# Coimbatore vs Pune



## aviakara

Hi folks,

I am a new member here. I have just retired after having lived and worked in the U.S.A. for almost 25 years. My wife and I are planning to rent an apartment in India and move there for half the year, just to be close to old friends and family. I would like to chose between Coimbatore and Pune - have friends and family in both places.

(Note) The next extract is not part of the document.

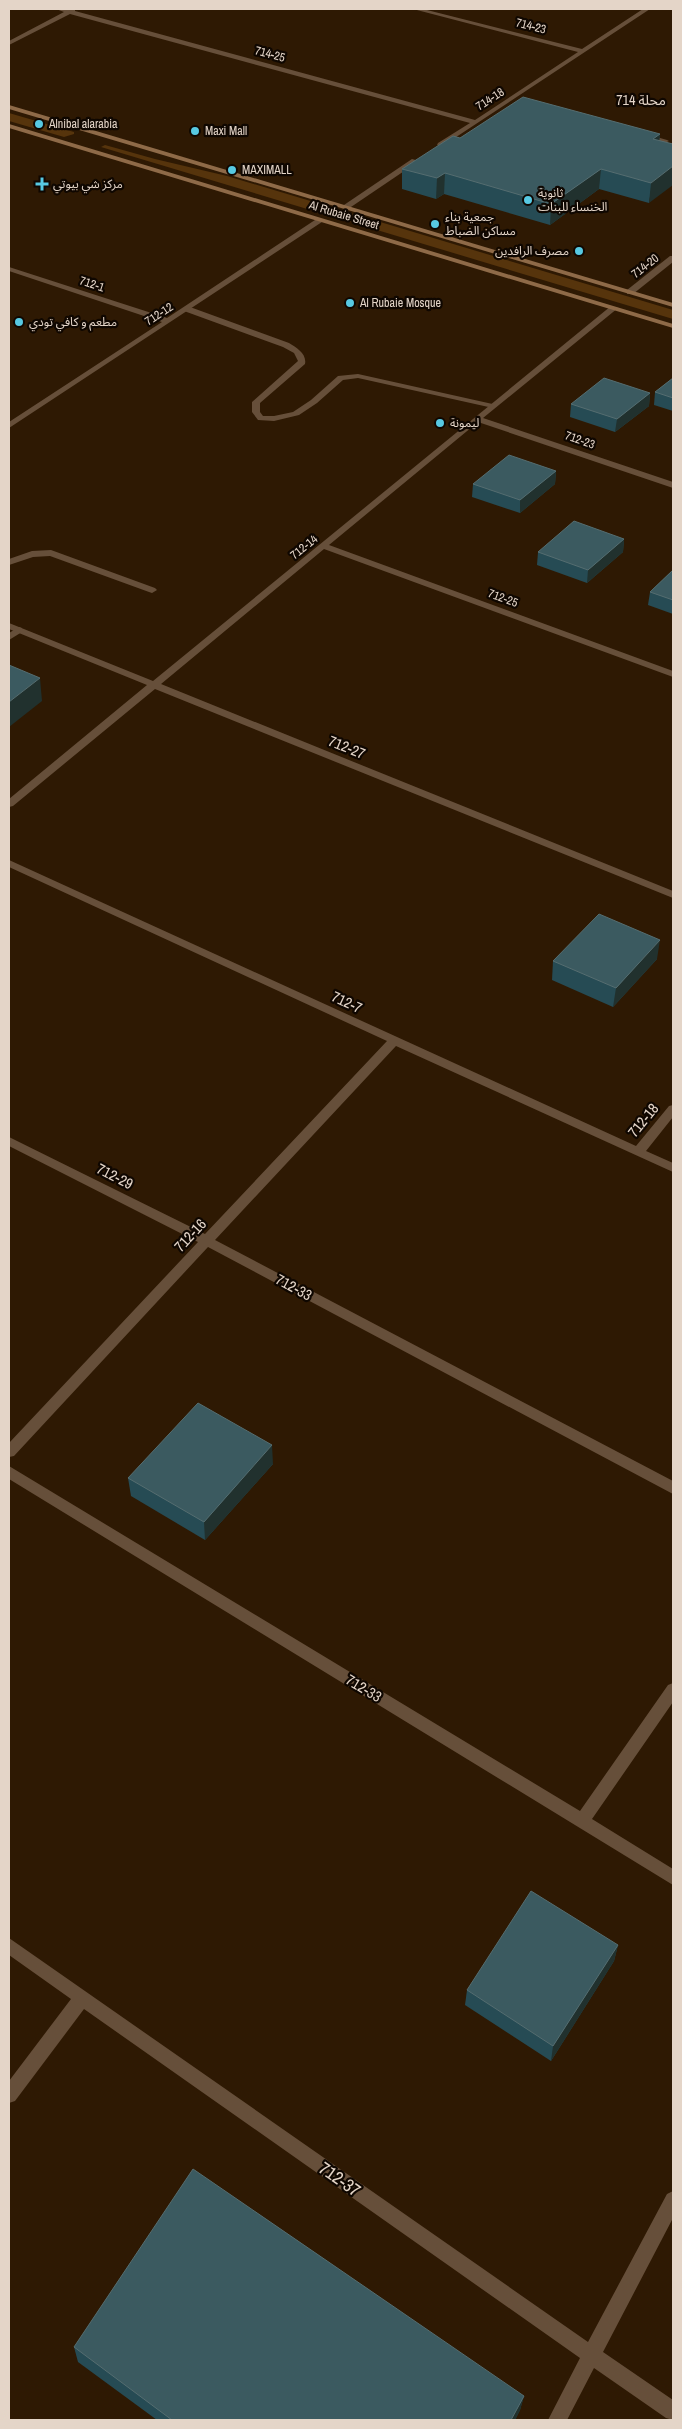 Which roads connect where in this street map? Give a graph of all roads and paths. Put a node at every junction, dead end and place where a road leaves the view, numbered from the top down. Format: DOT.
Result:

I would be grateful to receive inputs from anyone, especially from those who have experience of living in both these cities, as to which one will be a better place to live, economically as well as culturally satisfying.

Thanks!
Anand


----------



## Fellatio

aviakara said:


> Hi folks,
> 
> I am a new member here. I have just retired after having lived and worked in the U.S.A. for almost 25 years. My wife and I are planning to rent an apartment in India and move there for half the year, just to be close to old friends and family. I would like to chose between Coimbatore and Pune - have friends and family in both places.
> 
> I would be grateful to receive inputs from anyone, especially from those who have experience of living in both these cities, as to which one will be a better place to live, economically as well as culturally satisfying.
> 
> Thanks!
> Anand


Pune is far a better place to live than coimbatore keeping in mind you are returning from US. Coimbatore is too a small and boring city as there is nothing much to do/socialize other that exploring western ghats and wildlife sacnturies trust me that wont keep up very long.

Pune close to mumbai has a good mix of people, food and culture. On one hand you have beutiful night life and clubs, bars, pubs in abundance here and a lot of expats do prefer Pune for that reason. But also Pune is a very peacefull green city not like Mumbai or Chennai. Climate is also very good in Pune....I would anytime recommend Pune over Coimbatore.


----------